Please do not open a public issue for security problems.

Instead, use GitHub's private vulnerability reporting: Security → Report a vulnerability on the repository (github.com/jodacame/fluxtorrent/security/advisories/new).

We'll acknowledge your report as soon as possible and work with you on a fix and a coordinated disclosure. Thank you for helping keep users safe.

FluxTorrent is pre-1.0 — security fixes land on main and the latest released image (ghcr.io/jodacame/fluxtorrent:latest). Please test against the latest version before reporting.

FluxTorrent is a self-hosted service designed for a trusted network (your LAN, a VPN, or behind a reverse proxy). Understand its defaults before putting it on a public address:

• No authentication by default. Anyone who can reach the port can add, stream and delete torrents. Set FT_API_TOKEN to require Authorization: Bearer <token> on the /api/* endpoints.
• The token only protects /api/*. The streaming endpoint (/stream/...) and the compatibility endpoints (TorrServer /echo,/torrents,/stream,/play,/settings; Stremio /{infoHash}/...; torrent2http /status,/ls,/get,/files) stay open by design so media players can reach them without embedding credentials.
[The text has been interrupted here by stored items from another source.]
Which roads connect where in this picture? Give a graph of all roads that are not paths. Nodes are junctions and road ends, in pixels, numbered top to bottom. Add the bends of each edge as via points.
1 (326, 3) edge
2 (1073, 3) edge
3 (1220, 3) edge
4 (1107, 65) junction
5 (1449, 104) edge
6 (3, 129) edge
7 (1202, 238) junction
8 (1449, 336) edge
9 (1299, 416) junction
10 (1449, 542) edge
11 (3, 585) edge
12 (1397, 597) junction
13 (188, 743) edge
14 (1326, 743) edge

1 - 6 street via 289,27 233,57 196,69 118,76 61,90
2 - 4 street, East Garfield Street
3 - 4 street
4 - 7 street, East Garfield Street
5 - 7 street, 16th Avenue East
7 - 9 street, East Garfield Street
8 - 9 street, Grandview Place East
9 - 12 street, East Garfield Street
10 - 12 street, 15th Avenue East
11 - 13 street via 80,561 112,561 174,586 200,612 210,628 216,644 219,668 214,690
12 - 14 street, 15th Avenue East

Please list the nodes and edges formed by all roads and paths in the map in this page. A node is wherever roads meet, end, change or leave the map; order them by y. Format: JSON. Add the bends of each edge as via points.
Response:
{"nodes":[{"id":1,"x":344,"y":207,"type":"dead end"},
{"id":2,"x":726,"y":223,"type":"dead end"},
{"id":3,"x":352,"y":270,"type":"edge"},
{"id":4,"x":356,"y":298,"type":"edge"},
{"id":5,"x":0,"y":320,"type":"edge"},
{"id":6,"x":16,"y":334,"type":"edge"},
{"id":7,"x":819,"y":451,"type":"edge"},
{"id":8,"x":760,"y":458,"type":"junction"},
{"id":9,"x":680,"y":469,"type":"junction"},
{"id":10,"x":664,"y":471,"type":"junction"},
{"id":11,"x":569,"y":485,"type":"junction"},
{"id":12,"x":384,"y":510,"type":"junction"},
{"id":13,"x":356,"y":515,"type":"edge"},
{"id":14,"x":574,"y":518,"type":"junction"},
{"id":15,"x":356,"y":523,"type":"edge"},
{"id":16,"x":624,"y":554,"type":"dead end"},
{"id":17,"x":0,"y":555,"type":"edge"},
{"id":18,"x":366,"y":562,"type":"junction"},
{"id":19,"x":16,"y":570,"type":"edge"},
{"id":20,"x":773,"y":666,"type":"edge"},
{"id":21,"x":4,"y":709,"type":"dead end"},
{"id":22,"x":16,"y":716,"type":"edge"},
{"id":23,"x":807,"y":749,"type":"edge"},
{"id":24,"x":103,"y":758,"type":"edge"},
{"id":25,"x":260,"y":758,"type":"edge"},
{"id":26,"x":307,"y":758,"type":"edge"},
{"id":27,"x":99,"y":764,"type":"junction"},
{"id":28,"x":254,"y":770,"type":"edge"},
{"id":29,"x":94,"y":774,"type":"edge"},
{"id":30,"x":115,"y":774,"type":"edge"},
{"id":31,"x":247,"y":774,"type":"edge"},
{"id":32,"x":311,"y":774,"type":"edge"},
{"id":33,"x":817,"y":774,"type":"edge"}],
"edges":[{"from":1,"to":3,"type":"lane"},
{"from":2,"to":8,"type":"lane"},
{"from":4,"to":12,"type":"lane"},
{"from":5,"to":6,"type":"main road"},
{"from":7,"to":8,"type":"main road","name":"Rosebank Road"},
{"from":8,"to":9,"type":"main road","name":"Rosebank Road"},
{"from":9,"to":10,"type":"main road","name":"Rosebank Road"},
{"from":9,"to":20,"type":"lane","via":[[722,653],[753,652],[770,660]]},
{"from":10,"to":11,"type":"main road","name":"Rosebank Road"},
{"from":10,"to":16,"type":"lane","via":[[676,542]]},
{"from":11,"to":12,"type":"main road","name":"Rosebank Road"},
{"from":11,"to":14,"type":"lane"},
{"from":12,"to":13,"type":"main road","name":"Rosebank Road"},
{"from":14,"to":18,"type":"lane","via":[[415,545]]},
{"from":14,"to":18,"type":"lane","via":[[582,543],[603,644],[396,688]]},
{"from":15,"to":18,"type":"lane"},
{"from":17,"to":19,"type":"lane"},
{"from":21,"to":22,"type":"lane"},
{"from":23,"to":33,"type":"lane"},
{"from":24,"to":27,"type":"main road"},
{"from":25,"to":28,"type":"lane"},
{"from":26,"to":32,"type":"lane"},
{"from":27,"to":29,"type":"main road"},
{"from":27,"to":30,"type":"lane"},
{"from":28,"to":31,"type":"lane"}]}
If you need those locked down, put FluxTorrent behind a reverse proxy that enforces auth/allowlists.
• CORS is permissive (*) and the server binds 0.0.0.0 by default so it's reachable on your network. Restrict exposure at the network layer.
• The container runs as root for bind-mount volume compatibility. You can drop privileges with --user/compose user: after chown-ing the config/downloads volumes.
• The optional API token is stored in the bbolt DB under /config in plaintext. Keep that volume private.

1. Keep it on your LAN or a VPN (WireGuard/Tailscale) whenever possible.
2. If it must be public, put it behind a reverse proxy (Caddy/Traefik/nginx) that terminates TLS and enforces authentication and IP allowlists.
3. Set FT_API_TOKEN so the control API isn't open.
4. Only stream content you have the right to access (see the project disclaimer).

FluxTorrent connects to the public BitTorrent network: it talks to untrusted peers and trackers. The engine (anacrolix/torrent) handles that surface; report engine-level issues upstream where appropriate. Issues in FluxTorrent's own API, UI, compatibility layers or configuration handling are in scope here.